Opinion
No. 2007-11329.
January 12, 2010.
Appeal by the defendant from a judgment of the Supreme Court, Queens County (Aloise, J.), rendered November 7, 2007, convicting him of robbery in the first degree (two counts), robbery in the second degree (three counts), criminal possession of a weapon in the second degree, criminal possession of a weapon in the third degree, criminal possession of stolen property in the third degree, and criminal possession of stolen property in the fifth degree, upon a jury verdict, and imposing sentence.
Lynn W. L. Fahey, New York, N.Y. (Jonathan Garvin of counsel), for appellant.
Richard A. Brown, District Attorney, Kew Gardens, N.Y. (John M. Castellano, Sharon Y. Brodt, and Rebecca Kramer of counsel), for respondent.
Before: Skelos, J.P., Dickerson, Lott and Roman, JJ., concur.

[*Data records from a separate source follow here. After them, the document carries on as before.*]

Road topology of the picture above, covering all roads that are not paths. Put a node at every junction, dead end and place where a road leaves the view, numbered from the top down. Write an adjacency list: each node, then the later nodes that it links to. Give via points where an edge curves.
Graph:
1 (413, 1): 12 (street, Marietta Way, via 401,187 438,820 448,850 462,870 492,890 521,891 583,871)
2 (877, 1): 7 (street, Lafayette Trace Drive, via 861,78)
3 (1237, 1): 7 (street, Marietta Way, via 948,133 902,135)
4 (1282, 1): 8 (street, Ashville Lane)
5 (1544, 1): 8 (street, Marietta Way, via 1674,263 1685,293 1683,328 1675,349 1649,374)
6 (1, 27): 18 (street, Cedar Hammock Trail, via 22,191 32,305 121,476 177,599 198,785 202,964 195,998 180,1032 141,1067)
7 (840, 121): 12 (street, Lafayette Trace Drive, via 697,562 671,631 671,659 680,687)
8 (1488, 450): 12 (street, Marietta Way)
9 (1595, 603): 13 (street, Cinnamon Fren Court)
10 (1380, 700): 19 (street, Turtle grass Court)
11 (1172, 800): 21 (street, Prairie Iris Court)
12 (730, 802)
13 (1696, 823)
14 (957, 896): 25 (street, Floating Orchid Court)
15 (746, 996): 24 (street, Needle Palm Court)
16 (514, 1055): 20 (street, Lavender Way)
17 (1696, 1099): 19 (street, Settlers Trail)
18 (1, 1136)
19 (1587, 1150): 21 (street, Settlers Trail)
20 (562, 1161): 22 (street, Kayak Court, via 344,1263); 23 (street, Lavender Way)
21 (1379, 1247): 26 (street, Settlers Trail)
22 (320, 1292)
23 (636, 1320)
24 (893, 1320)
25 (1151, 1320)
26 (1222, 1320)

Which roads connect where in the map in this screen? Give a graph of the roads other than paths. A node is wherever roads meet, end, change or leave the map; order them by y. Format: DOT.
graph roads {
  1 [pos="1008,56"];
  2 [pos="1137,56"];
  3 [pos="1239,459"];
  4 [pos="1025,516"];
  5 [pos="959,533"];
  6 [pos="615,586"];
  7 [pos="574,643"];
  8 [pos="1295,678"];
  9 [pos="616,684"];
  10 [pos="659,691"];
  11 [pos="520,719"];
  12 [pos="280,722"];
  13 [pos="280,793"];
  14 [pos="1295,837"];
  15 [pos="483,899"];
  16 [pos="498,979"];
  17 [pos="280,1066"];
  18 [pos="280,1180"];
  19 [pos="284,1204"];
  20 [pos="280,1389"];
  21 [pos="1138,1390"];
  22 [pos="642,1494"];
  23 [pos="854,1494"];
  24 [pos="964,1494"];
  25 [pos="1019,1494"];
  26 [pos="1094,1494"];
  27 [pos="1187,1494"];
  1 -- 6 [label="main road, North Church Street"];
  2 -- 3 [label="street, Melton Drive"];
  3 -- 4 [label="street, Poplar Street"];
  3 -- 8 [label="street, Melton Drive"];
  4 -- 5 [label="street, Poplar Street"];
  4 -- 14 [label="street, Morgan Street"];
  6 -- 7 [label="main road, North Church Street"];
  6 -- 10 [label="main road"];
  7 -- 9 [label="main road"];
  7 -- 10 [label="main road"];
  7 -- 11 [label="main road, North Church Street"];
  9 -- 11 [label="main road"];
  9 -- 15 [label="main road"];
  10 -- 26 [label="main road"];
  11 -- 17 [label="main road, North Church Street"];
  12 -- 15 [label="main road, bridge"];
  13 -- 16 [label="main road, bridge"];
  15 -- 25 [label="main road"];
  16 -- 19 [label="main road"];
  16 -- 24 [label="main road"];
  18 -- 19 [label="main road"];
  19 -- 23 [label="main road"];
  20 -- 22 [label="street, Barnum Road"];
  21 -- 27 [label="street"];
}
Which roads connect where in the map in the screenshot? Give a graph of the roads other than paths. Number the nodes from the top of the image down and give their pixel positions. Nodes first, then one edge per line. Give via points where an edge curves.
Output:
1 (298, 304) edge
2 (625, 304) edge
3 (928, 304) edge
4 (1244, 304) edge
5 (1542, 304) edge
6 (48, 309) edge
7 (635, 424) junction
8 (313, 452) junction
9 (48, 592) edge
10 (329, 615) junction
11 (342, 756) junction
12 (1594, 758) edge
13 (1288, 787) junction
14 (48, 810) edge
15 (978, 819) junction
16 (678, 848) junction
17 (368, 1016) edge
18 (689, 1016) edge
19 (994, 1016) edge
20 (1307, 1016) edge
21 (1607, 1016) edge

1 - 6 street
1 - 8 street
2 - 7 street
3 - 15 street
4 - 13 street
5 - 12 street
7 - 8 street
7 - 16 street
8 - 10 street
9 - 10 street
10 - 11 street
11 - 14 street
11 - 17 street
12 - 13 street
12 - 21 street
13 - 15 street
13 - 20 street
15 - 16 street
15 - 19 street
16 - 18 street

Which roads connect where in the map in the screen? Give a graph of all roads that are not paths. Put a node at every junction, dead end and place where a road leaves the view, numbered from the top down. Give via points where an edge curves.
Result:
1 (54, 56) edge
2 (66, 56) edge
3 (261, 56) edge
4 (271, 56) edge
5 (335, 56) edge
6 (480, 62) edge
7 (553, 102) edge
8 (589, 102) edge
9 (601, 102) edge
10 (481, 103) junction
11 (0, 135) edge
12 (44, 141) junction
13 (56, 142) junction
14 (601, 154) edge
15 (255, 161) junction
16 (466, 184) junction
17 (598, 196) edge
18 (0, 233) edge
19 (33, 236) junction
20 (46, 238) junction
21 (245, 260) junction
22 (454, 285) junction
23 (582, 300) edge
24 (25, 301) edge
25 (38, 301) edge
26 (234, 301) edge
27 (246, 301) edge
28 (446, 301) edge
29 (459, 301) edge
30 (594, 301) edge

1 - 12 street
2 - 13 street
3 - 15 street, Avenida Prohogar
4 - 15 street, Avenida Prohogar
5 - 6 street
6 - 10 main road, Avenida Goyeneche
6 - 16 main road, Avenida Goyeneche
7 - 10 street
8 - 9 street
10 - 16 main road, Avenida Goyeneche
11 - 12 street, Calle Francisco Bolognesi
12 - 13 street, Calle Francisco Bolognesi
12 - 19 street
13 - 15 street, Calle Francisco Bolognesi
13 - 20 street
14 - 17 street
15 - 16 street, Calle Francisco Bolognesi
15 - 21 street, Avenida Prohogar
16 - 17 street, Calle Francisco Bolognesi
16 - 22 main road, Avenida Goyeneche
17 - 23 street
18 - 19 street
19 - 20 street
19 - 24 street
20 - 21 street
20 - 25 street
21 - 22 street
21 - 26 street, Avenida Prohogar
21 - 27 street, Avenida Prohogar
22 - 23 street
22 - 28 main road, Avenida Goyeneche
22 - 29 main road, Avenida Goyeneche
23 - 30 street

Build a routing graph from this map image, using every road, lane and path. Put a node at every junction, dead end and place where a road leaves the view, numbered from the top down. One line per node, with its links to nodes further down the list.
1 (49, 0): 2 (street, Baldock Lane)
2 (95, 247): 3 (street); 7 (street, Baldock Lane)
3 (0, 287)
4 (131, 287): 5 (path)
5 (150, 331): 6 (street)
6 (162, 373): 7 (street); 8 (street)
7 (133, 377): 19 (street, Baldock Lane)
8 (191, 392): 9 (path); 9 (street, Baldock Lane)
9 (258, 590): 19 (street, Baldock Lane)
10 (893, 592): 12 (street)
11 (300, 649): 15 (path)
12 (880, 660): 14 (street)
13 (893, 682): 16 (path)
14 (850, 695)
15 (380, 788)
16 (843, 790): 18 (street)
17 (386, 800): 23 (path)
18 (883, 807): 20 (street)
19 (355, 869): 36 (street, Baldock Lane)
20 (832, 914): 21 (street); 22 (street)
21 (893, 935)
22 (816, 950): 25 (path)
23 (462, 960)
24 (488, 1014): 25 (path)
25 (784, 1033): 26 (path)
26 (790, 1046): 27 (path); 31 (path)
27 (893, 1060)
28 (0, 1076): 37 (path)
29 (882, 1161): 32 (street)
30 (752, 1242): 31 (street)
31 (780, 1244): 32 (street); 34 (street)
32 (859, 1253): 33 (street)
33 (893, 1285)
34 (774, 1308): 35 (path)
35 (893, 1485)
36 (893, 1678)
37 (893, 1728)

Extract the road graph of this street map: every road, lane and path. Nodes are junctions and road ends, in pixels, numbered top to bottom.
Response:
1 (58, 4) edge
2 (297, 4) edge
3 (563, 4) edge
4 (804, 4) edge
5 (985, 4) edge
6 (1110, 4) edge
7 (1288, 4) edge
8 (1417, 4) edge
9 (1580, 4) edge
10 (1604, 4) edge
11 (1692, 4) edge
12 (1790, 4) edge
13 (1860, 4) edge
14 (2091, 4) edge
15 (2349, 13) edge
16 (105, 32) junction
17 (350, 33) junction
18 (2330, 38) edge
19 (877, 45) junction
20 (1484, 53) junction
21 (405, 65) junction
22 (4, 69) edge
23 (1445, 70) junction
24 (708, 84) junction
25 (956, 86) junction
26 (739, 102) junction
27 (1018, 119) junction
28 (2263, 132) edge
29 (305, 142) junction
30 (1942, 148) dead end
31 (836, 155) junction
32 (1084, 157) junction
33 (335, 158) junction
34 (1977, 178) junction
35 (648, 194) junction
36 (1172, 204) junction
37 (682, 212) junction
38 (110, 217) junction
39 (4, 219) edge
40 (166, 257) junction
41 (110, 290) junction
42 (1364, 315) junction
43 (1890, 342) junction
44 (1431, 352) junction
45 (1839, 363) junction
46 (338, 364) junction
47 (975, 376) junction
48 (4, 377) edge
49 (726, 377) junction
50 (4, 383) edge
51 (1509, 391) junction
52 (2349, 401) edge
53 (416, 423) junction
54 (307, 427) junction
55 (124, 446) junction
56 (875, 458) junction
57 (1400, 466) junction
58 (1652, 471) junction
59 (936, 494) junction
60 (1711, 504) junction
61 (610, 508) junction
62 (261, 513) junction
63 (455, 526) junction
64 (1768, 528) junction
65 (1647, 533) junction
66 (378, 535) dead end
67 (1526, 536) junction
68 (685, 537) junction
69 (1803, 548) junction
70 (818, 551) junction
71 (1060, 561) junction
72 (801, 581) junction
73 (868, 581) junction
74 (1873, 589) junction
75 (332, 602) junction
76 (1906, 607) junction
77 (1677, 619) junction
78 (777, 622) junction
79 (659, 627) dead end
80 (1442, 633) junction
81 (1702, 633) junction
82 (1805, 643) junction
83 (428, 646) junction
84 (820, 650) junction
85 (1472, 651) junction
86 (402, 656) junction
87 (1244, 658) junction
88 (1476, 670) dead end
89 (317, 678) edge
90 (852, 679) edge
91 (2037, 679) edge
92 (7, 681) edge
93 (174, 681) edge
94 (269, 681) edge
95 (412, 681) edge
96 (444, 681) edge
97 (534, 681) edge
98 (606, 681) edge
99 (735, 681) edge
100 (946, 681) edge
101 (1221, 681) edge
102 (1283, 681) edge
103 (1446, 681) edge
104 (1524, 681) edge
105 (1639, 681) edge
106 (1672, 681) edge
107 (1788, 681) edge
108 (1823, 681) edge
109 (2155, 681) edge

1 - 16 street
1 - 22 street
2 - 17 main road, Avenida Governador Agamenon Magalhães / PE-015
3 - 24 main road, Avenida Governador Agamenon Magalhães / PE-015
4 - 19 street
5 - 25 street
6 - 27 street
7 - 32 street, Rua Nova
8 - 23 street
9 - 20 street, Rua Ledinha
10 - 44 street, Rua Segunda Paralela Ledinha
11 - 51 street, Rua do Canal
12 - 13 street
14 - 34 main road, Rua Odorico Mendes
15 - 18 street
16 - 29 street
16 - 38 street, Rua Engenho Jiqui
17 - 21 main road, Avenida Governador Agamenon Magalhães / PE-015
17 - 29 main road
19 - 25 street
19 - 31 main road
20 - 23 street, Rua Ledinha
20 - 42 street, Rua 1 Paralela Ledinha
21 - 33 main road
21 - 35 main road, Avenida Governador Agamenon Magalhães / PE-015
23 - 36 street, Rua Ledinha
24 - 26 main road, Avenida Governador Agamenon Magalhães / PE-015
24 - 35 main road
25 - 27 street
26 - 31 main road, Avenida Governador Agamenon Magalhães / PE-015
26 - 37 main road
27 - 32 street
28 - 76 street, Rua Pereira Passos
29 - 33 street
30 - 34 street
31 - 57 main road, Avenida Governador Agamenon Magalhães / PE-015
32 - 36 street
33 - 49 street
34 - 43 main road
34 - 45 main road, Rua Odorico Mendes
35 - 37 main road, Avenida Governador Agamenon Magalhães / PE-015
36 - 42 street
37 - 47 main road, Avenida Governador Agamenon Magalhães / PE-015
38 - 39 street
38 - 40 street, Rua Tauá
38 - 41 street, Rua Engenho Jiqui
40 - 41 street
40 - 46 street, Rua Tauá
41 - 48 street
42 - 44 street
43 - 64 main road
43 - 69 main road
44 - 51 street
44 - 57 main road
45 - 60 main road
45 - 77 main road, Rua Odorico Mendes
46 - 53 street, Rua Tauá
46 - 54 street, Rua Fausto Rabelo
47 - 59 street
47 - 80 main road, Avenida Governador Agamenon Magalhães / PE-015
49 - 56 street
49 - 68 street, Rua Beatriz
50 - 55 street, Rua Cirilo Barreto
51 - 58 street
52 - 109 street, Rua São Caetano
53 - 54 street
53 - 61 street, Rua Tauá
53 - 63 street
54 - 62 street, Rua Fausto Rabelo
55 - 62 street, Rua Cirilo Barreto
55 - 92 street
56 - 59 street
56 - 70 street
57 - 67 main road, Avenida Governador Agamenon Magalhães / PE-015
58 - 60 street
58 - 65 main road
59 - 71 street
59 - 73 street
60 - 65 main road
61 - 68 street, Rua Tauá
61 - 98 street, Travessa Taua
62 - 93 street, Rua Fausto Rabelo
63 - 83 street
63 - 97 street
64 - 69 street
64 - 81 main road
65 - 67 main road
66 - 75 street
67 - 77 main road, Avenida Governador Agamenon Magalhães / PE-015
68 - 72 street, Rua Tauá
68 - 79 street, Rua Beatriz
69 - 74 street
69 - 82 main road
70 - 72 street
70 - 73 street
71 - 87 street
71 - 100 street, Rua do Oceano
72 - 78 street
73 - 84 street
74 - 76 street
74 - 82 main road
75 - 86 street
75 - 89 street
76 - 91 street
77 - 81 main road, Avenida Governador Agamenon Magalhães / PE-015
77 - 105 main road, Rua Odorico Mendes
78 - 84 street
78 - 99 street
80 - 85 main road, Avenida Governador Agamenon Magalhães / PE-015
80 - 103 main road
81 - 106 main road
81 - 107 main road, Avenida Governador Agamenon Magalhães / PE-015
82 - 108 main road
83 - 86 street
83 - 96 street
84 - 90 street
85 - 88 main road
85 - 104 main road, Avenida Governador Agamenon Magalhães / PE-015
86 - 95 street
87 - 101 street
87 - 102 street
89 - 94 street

Ordered that the judgment is affirmed.
The defendant's contention that the prosecutor's summation deprived him of due process, and a fair trial is unpreserved for appellate review, as the defendant either failed to make objections to remarks he now contests, made only general objections, failed to request curative instructions, or did not timely move for a mistrial ( see CPL 470.05; People v Romero, 7 NY3d 911; People v Small, 45 AD3d 705; People v McHarris, 297 AD2d 824, 825). In any event, most of the challenged remarks constituted fair comment on the evidence or were responsive to defense counsel's summation ( see People v Nisvis, 56 AD3d 574; People v McHarris, 297 AD2d at 825; People v Russo, 201 AD2d 512, affd 85 NY2d 872). To the extent that some of the challenged remarks were improper, any error resulting from those remarks was harmless ( see People v Crimmins, 36 NY2d 230; People v Martin, 54 AD3d 776, 777).
Contrary to the defendant's contention, his arrest photograph was properly admitted into evidence as it was relevant under the circumstances and did not prejudice him ( see People v Logan, 25 NY2d 184, 195-196, cert denied 396 US 1020; People v Abdul, 247 AD2d 276).